この調査により基壇の外装は、創建当時が切石積(きりいしづみ)基壇、15世紀後半以降は乱石積(らんせきづみ)基壇、江戸時代には西面にだけ切石積基壇を施し(明治5年に写された写真に見える)、明治にはこれを取り払って、現在のような壇正積(だんじょうづみ)基壇にした事が判明しました。

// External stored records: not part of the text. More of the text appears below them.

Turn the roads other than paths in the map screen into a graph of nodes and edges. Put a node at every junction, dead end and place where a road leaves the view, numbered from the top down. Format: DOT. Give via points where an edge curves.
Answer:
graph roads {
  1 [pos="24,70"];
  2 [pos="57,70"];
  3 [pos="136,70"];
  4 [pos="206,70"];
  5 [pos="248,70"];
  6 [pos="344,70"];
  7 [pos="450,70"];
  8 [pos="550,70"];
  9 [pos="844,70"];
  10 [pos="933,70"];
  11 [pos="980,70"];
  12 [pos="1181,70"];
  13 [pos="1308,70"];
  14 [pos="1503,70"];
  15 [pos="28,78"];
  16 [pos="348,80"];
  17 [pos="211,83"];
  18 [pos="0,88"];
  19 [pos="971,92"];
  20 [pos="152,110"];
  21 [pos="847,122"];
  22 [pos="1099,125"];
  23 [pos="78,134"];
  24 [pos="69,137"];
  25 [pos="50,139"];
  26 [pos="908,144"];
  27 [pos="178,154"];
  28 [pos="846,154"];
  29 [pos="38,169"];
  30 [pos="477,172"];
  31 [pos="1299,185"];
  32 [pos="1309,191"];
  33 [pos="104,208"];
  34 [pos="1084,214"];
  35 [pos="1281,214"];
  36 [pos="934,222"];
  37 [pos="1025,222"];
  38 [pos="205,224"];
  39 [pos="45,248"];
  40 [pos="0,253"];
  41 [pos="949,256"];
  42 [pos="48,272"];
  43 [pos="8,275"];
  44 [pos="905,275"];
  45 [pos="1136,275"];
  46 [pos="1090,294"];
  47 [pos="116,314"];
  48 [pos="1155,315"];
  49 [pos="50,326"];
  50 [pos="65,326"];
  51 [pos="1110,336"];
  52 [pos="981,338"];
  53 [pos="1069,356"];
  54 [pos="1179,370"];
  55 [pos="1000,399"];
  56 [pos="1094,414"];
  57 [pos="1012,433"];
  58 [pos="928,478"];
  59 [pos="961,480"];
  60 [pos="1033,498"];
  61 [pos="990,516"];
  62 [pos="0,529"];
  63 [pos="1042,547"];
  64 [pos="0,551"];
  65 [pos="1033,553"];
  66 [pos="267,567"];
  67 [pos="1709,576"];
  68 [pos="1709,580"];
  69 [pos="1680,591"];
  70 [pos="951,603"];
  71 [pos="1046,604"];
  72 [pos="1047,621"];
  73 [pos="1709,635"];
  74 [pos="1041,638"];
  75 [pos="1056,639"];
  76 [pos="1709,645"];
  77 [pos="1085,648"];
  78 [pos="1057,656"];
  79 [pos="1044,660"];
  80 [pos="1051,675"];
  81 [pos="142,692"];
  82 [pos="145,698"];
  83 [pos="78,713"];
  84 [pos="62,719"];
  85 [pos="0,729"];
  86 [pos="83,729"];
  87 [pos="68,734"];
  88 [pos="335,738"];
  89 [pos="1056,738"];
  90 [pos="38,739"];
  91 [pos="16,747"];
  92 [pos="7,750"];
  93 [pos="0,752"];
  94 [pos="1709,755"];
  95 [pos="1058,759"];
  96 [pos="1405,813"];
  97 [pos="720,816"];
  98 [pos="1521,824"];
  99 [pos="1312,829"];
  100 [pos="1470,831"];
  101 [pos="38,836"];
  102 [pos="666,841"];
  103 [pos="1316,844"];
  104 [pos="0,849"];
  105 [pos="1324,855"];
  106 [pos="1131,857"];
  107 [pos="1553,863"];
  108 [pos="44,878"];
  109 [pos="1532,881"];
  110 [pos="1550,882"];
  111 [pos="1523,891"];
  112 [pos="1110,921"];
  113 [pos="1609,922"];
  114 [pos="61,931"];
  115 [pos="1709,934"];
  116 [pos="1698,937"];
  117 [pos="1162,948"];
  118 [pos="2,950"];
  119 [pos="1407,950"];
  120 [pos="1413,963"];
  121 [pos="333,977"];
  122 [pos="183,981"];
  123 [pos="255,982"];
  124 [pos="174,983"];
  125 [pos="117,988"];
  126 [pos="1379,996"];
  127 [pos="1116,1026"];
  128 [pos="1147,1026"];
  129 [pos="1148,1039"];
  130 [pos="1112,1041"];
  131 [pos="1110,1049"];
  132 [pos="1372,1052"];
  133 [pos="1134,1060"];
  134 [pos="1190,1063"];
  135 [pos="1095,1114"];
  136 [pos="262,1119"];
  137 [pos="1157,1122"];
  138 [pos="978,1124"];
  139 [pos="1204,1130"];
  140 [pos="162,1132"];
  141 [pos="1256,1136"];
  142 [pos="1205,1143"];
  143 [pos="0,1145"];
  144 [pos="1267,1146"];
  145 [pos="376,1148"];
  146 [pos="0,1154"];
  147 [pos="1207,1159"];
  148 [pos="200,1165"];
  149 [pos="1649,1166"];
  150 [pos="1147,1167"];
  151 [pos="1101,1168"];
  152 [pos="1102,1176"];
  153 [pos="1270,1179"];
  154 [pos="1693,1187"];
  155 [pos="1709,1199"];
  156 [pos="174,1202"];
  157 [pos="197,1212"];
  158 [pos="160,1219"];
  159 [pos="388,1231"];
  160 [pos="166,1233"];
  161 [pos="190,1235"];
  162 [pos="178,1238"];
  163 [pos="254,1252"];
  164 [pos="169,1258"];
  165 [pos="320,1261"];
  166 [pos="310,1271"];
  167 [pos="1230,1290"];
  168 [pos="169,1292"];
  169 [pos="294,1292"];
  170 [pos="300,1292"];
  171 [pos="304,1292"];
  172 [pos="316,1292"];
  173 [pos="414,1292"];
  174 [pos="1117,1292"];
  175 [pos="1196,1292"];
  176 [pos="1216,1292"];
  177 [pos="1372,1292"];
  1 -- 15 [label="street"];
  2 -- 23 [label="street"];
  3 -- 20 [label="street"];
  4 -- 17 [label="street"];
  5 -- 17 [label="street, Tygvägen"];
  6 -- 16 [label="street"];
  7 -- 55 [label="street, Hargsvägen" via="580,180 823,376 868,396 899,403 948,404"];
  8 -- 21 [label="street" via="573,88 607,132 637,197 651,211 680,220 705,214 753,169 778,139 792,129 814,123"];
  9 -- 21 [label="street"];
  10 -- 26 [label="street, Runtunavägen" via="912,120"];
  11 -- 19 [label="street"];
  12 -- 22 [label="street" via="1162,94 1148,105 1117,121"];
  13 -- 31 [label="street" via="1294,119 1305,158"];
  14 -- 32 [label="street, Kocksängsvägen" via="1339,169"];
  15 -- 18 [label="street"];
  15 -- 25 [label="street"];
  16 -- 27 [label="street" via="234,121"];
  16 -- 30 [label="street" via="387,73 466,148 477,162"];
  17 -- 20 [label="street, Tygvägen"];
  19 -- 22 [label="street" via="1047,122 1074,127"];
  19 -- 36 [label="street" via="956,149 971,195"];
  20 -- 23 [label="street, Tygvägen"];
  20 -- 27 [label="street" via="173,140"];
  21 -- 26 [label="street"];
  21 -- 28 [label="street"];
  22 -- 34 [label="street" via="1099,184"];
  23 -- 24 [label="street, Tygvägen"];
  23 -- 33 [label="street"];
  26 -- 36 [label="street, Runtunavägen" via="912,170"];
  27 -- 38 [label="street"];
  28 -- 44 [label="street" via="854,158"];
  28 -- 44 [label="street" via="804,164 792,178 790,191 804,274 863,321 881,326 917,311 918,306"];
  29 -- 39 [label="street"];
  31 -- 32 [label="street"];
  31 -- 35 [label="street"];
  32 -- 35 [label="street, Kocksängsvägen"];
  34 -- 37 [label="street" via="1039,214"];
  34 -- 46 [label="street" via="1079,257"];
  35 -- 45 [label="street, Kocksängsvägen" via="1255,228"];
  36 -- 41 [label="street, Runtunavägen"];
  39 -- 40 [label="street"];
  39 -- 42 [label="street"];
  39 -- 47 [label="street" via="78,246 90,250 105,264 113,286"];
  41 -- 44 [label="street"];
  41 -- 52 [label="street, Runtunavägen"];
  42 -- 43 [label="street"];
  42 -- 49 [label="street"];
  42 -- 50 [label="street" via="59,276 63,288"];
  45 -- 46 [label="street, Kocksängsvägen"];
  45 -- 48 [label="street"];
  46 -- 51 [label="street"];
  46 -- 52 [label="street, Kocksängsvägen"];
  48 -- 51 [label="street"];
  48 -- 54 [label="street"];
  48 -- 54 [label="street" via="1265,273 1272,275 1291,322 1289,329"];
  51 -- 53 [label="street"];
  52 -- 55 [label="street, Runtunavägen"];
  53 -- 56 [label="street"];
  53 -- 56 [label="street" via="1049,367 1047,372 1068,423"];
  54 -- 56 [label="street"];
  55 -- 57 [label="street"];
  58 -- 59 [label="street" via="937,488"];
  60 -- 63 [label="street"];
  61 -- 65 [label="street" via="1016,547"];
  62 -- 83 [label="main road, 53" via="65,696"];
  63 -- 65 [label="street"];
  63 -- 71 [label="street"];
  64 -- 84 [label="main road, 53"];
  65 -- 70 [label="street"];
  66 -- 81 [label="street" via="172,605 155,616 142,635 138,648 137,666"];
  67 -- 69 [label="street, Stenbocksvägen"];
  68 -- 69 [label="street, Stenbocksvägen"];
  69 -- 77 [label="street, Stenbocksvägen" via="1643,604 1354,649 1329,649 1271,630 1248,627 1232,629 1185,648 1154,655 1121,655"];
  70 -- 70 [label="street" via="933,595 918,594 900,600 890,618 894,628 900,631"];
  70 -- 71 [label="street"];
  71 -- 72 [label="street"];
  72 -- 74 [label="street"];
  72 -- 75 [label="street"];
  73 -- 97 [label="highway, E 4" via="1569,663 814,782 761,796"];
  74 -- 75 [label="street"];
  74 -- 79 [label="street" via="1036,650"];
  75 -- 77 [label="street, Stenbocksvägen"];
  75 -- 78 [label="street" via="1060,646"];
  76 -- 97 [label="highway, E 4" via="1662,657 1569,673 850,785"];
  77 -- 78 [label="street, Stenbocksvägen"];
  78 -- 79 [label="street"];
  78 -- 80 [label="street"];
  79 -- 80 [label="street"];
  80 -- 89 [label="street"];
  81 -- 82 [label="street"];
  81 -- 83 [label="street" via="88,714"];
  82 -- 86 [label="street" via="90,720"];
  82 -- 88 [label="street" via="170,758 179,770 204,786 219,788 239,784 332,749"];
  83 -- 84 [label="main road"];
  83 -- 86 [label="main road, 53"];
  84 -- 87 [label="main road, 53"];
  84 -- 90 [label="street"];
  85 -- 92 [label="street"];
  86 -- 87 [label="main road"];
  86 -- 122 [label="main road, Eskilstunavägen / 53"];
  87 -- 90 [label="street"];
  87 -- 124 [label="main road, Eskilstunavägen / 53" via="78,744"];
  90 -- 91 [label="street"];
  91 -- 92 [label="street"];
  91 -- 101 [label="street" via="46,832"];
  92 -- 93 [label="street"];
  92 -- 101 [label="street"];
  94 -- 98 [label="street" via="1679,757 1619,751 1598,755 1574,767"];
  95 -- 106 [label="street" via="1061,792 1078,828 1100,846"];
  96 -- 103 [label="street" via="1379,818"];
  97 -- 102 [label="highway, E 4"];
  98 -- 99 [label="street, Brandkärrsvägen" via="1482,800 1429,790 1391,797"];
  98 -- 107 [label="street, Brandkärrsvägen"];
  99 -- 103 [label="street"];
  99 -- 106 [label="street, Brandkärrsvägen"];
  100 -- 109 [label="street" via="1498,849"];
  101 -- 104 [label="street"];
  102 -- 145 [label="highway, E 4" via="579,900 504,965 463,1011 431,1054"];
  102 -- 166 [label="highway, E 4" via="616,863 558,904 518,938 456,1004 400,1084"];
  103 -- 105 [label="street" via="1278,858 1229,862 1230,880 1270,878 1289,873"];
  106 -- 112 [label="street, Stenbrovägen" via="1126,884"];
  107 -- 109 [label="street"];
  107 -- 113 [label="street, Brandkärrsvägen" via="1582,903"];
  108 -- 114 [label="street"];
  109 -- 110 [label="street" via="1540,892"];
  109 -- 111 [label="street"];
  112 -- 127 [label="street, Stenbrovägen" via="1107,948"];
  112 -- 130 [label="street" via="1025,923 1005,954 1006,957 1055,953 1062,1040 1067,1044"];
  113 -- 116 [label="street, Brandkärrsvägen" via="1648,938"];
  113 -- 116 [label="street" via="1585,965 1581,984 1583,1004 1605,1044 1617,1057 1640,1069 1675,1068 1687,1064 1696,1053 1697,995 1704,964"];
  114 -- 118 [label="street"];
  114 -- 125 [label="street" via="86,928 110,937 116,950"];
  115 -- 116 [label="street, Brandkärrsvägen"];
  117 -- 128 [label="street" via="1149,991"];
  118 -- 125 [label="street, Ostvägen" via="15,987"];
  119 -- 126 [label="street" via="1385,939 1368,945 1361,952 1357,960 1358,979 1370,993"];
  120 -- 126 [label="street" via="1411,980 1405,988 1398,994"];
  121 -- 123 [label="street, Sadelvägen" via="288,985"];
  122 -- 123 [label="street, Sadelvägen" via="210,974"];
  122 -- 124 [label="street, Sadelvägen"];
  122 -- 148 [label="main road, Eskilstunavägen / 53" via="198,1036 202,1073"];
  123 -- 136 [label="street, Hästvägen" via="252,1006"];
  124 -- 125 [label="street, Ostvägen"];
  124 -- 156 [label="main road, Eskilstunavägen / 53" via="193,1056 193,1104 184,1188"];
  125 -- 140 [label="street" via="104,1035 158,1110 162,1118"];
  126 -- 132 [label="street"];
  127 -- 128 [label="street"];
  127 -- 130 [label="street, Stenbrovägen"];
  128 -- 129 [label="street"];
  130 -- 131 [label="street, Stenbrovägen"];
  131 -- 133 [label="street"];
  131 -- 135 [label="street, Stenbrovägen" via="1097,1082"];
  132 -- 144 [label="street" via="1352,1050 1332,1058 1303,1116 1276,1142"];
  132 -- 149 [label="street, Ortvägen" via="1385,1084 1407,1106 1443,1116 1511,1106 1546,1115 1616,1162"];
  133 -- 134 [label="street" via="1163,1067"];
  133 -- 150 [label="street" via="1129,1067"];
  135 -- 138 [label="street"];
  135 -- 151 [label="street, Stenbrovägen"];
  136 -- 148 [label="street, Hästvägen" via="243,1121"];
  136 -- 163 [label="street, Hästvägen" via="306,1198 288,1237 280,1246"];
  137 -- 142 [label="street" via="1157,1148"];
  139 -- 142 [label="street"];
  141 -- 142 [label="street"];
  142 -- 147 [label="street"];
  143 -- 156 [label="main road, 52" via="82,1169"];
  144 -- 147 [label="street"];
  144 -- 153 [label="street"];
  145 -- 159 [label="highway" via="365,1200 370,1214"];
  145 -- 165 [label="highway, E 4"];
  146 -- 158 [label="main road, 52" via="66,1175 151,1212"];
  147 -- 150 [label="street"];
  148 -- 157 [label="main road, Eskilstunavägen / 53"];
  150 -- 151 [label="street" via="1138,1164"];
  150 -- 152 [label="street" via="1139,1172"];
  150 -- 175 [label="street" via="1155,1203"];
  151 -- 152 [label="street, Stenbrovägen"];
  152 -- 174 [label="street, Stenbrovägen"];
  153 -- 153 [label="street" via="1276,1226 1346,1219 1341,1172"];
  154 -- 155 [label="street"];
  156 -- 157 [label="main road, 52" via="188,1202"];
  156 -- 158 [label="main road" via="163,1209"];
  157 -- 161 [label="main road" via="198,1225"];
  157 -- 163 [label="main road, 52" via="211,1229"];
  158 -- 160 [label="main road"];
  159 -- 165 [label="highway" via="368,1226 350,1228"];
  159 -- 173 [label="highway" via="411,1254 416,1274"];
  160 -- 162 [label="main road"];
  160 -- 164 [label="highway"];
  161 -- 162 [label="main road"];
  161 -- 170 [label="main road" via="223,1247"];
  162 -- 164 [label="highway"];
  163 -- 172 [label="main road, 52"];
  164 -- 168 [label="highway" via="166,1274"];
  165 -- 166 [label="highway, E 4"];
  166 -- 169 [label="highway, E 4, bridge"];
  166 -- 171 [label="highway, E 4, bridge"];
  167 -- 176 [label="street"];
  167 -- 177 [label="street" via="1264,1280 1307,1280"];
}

 これらの外装は江戸期以外は壊される事なく、石敷きの犬走(いぬばしり)の部分を食いつぶして、外へと重ねられています。そのため、時代を追うごとに基壇のサイズは大きくなって行きます。
 東面の一部にはこのような、中世の石積の基壇外装が残っていました。
 基壇その物の残りも極めて良く、25層にも及ぶ入念な版築(はんちく)によって築かれている事も分かりました。版築の下の部分は粘土を突き固め、上の方は砂と粘土を交互に固めるという方法で作られています。上下で色の違いが見えるのはそのためです。
 薬師寺の建つ場所は、かつて龍神池だったという伝承があり、現在でも湧水量が多いそうです。その地下水対策として、粘土を多用したのではないかと考えられます。このようにすべて版築で基壇を築くのは、西塔、金堂、講堂も同様です。


 思いのほか残りの良いのが、創建時基壇の地覆石(じふくいし)です。石材は花崗岩(かこうがん)が多いのですが、閃緑岩(せんりょくがん)や斑レイ岩、安山岩なども交じっていて、ややカラフルです。ところが西塔では、すべて花崗岩だったそうです。花崗岩の使用は平城では珍しく、飛鳥の寺院に多く見られます。
 この画像は北西の方向から写しています。こちらのコーナーには、凝灰岩(ぎょうかいがん)の羽目石(はめいし)が残っていました。面白いのは、コーナーに来る石をわざわざ直角に削り出している事です。もう少し新しい寺院の基壇では、束石(つかいし)を置いて羽目石を支えていたと思うのですが、あまり見た記憶のない形です。更には地覆石の下にはもう一段、延石(のべいし)を廻らせる例も多いのですが、ここでは見られません。

眠くなったので、続きは明日(-_-)゜zzz…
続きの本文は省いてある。